LISTED RECORDS:
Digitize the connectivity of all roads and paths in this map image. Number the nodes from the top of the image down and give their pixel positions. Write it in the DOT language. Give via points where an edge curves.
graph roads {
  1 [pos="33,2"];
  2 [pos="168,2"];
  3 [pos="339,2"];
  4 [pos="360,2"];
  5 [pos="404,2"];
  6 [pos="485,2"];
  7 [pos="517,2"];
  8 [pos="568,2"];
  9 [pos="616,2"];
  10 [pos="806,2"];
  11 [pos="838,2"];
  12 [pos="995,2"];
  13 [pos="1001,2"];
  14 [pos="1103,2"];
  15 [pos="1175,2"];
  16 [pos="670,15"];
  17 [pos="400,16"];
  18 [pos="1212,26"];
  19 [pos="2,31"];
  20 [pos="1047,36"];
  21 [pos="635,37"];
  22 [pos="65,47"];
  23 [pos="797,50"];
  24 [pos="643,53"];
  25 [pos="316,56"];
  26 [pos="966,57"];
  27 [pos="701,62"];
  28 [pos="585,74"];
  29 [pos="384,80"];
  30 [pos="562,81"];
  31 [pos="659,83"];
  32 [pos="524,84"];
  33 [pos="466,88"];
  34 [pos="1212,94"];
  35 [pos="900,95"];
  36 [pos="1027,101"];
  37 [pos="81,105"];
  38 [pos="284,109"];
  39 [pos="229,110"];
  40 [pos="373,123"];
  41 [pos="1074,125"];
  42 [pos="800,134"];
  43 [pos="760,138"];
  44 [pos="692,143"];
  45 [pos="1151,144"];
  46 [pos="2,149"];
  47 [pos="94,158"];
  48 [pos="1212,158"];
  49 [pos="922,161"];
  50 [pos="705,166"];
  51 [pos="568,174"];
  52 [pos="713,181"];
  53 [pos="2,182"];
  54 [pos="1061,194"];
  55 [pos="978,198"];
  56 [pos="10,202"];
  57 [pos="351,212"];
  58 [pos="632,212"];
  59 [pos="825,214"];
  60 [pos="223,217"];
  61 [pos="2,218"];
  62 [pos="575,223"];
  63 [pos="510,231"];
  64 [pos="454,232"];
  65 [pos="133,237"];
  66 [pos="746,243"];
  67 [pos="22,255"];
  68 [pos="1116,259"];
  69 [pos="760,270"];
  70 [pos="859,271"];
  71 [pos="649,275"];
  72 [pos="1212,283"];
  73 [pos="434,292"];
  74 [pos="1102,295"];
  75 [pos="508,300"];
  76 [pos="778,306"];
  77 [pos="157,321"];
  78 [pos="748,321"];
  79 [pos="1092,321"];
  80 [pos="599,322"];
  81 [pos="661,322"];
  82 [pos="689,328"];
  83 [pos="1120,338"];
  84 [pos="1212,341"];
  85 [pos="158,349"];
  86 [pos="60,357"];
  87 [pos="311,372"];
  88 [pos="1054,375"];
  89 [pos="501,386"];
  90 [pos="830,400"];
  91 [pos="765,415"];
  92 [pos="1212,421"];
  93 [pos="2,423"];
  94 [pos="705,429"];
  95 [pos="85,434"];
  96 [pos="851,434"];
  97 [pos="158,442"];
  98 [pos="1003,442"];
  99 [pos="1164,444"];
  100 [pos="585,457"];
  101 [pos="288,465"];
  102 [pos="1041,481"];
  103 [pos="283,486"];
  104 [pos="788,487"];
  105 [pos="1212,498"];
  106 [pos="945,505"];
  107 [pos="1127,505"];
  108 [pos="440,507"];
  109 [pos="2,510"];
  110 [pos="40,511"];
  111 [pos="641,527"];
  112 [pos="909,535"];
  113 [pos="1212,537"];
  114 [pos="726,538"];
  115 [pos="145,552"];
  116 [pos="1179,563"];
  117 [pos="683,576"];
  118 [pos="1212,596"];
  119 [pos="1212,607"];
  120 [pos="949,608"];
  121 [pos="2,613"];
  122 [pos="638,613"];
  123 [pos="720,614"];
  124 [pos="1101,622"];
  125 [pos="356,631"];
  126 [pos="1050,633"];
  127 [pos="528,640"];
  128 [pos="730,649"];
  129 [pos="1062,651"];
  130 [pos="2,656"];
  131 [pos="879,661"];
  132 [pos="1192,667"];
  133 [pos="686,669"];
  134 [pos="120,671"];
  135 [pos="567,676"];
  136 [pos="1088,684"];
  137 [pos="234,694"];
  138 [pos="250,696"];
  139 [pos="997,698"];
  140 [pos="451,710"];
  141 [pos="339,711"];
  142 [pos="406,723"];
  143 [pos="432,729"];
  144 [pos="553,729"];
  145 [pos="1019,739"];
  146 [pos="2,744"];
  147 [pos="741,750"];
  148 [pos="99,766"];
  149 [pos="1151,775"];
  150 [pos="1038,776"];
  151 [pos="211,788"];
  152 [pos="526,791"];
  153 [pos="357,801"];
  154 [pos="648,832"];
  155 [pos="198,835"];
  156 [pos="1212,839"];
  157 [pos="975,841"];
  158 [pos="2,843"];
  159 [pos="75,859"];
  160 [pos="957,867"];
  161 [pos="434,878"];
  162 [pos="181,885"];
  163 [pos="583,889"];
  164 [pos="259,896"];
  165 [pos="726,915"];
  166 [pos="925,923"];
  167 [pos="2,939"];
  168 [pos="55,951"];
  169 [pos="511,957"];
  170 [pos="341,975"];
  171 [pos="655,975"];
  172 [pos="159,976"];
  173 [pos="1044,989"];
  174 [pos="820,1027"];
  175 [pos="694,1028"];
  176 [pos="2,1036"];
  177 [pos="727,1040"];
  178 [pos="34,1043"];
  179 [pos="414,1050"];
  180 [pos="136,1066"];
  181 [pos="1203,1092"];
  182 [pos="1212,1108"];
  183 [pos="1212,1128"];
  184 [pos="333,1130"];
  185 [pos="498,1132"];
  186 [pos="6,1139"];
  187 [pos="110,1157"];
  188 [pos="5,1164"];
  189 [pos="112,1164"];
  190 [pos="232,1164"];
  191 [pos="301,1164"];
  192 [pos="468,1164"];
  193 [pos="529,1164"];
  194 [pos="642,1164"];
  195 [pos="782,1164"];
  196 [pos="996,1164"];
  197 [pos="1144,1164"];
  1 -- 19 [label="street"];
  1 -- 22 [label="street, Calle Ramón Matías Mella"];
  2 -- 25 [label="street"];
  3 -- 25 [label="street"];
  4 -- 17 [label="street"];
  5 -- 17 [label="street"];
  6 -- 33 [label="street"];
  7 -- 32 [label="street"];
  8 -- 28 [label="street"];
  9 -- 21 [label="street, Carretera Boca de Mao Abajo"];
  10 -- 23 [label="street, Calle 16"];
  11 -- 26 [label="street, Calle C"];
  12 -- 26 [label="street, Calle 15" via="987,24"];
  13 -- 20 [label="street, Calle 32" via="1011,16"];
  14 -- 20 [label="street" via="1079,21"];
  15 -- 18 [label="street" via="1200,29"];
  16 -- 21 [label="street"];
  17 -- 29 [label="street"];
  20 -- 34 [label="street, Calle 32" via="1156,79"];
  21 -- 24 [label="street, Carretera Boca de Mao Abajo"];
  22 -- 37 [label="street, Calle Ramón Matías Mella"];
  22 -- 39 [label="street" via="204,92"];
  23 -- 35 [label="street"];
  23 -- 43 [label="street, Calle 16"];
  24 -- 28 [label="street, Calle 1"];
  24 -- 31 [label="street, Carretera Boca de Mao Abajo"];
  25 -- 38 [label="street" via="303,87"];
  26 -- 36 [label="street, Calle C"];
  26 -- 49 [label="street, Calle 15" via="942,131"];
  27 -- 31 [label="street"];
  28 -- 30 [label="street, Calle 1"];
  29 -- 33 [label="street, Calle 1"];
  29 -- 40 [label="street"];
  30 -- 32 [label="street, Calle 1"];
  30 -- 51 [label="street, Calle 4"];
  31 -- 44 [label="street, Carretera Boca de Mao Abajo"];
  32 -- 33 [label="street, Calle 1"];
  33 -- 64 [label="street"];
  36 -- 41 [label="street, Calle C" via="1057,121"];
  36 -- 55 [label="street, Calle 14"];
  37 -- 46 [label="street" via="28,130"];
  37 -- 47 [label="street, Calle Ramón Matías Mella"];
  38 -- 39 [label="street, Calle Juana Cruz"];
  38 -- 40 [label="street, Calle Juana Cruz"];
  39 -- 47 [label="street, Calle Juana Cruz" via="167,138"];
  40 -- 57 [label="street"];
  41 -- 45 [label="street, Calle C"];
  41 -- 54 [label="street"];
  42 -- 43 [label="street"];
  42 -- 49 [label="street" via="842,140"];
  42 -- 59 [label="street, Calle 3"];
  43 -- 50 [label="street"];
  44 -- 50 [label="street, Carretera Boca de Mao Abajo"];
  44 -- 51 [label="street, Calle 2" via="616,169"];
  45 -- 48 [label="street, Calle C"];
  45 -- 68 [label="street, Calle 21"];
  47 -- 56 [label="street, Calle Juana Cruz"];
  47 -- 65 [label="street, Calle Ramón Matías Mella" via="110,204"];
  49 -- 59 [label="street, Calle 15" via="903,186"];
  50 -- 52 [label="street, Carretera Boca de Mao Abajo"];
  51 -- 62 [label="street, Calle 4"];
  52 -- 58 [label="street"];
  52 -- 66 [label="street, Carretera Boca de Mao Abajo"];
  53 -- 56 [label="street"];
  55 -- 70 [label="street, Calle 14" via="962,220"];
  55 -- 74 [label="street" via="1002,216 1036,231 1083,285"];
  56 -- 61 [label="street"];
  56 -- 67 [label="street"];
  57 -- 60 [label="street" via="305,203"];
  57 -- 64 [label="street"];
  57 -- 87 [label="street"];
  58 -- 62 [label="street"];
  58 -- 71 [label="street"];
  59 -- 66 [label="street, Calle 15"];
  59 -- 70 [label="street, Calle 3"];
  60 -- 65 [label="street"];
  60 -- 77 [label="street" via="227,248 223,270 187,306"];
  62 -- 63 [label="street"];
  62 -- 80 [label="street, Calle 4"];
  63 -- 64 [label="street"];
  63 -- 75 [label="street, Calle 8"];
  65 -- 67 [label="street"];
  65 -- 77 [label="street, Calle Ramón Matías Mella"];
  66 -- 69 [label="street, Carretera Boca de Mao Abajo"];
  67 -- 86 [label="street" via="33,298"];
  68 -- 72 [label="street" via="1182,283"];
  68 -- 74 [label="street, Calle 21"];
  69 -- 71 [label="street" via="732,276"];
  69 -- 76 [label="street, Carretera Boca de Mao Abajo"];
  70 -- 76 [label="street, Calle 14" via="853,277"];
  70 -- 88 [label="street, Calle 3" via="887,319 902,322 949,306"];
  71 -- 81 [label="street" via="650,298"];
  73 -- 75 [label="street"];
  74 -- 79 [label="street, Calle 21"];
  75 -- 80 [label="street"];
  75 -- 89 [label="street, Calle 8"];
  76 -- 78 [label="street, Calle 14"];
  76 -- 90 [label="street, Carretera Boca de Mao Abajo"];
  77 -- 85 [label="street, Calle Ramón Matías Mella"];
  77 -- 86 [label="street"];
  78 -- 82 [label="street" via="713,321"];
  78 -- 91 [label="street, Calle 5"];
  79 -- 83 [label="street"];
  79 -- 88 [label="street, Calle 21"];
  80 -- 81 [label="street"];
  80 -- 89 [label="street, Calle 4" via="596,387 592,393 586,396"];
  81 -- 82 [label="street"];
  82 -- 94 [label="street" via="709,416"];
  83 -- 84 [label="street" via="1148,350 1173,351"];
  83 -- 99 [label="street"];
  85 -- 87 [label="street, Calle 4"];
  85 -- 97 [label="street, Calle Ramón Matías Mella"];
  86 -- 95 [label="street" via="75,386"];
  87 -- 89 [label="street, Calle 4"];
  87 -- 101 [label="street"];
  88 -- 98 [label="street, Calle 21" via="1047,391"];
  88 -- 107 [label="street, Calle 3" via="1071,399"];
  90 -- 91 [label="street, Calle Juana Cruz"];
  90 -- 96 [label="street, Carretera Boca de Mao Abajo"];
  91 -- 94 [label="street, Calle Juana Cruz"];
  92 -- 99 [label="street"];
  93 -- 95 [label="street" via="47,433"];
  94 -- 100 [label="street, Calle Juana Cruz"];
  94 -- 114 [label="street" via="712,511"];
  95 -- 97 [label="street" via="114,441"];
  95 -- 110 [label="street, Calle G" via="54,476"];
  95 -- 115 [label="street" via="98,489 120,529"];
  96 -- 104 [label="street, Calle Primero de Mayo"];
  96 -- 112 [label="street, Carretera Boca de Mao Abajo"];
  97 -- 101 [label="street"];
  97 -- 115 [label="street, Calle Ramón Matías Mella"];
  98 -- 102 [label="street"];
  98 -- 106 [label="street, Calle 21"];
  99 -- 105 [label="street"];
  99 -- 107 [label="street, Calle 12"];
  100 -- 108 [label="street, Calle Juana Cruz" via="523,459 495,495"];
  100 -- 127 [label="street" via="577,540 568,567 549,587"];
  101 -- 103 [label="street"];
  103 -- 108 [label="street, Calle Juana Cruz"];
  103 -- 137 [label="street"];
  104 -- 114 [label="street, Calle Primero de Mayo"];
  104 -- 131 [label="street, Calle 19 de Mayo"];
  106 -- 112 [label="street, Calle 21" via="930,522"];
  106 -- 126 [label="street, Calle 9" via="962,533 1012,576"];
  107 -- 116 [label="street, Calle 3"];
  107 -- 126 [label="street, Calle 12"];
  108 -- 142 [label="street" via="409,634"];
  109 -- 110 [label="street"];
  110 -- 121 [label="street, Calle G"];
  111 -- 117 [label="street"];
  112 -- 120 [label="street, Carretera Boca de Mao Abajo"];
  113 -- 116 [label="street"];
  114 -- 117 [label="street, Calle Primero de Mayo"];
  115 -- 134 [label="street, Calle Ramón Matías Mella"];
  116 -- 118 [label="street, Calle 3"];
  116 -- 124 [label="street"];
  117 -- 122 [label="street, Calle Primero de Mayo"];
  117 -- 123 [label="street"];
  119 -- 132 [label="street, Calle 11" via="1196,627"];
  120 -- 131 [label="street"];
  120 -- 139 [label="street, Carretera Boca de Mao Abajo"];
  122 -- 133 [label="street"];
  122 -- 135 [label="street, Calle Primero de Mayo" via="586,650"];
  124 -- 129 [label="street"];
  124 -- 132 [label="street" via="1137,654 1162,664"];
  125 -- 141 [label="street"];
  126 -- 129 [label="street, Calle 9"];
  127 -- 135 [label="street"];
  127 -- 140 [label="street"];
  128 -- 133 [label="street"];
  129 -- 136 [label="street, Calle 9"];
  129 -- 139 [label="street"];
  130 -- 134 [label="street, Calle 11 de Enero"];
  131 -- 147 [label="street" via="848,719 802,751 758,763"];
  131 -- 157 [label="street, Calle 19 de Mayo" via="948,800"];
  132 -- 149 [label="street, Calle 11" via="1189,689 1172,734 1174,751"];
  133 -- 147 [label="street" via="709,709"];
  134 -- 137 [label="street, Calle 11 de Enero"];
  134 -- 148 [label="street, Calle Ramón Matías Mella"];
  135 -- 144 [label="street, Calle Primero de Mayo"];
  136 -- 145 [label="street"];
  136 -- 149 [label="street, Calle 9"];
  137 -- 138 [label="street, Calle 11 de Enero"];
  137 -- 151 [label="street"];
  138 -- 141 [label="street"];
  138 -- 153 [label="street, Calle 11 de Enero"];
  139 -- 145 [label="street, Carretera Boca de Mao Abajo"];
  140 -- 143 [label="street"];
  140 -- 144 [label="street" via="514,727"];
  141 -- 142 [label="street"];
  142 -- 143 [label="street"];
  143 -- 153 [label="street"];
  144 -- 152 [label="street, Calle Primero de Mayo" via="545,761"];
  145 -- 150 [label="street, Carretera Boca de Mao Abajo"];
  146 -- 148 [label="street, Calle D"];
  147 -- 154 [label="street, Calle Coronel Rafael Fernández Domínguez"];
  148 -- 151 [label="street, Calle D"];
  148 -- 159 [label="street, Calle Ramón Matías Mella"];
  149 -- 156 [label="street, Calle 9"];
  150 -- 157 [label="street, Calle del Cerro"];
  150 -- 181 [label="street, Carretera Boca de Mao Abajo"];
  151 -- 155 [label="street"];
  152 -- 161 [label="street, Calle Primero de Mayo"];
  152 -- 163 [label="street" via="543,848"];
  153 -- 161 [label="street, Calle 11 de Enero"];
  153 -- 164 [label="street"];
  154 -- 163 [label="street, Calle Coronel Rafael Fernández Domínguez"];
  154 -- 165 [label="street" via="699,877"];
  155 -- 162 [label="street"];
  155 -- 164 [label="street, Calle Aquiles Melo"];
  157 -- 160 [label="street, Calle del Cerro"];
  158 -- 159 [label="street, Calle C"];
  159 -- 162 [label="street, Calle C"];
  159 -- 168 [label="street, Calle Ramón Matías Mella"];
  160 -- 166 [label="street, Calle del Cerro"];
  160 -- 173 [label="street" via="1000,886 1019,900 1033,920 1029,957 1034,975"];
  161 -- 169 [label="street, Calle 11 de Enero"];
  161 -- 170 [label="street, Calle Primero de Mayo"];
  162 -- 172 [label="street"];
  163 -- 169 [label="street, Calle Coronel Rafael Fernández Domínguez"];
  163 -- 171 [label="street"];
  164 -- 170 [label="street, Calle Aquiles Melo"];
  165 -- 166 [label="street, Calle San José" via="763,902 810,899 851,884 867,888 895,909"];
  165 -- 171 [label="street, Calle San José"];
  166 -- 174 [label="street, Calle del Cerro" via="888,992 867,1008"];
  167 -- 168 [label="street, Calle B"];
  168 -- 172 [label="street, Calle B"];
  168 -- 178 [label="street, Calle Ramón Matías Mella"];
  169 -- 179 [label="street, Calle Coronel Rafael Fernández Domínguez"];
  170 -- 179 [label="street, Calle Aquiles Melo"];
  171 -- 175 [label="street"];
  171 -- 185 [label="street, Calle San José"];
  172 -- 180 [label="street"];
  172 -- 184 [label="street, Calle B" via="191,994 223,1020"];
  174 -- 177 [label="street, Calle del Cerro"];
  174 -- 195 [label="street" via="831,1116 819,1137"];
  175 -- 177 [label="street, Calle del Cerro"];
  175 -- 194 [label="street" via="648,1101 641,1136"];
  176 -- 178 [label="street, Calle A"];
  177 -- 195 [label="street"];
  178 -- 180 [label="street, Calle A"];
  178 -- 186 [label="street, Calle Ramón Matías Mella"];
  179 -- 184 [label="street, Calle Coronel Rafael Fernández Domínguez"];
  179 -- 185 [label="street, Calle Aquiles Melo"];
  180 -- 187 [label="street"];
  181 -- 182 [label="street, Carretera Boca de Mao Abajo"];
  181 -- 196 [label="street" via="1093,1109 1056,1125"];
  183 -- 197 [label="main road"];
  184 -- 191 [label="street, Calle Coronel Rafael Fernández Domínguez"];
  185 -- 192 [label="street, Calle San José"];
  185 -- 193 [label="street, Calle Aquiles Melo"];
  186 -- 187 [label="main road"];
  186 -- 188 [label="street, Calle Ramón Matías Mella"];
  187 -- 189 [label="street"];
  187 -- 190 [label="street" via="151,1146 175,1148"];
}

YOUR INSTRUCTIONS: Show the lines of the records that include the string "Coronel".

RESULT:
  147 -- 154 [label="street, Calle Coronel Rafael Fernández Domínguez"];
  154 -- 163 [label="street, Calle Coronel Rafael Fernández Domínguez"];
  163 -- 169 [label="street, Calle Coronel Rafael Fernández Domínguez"];
  169 -- 179 [label="street, Calle Coronel Rafael Fernández Domínguez"];
  179 -- 184 [label="street, Calle Coronel Rafael Fernández Domínguez"];
  184 -- 191 [label="street, Calle Coronel Rafael Fernández Domínguez"];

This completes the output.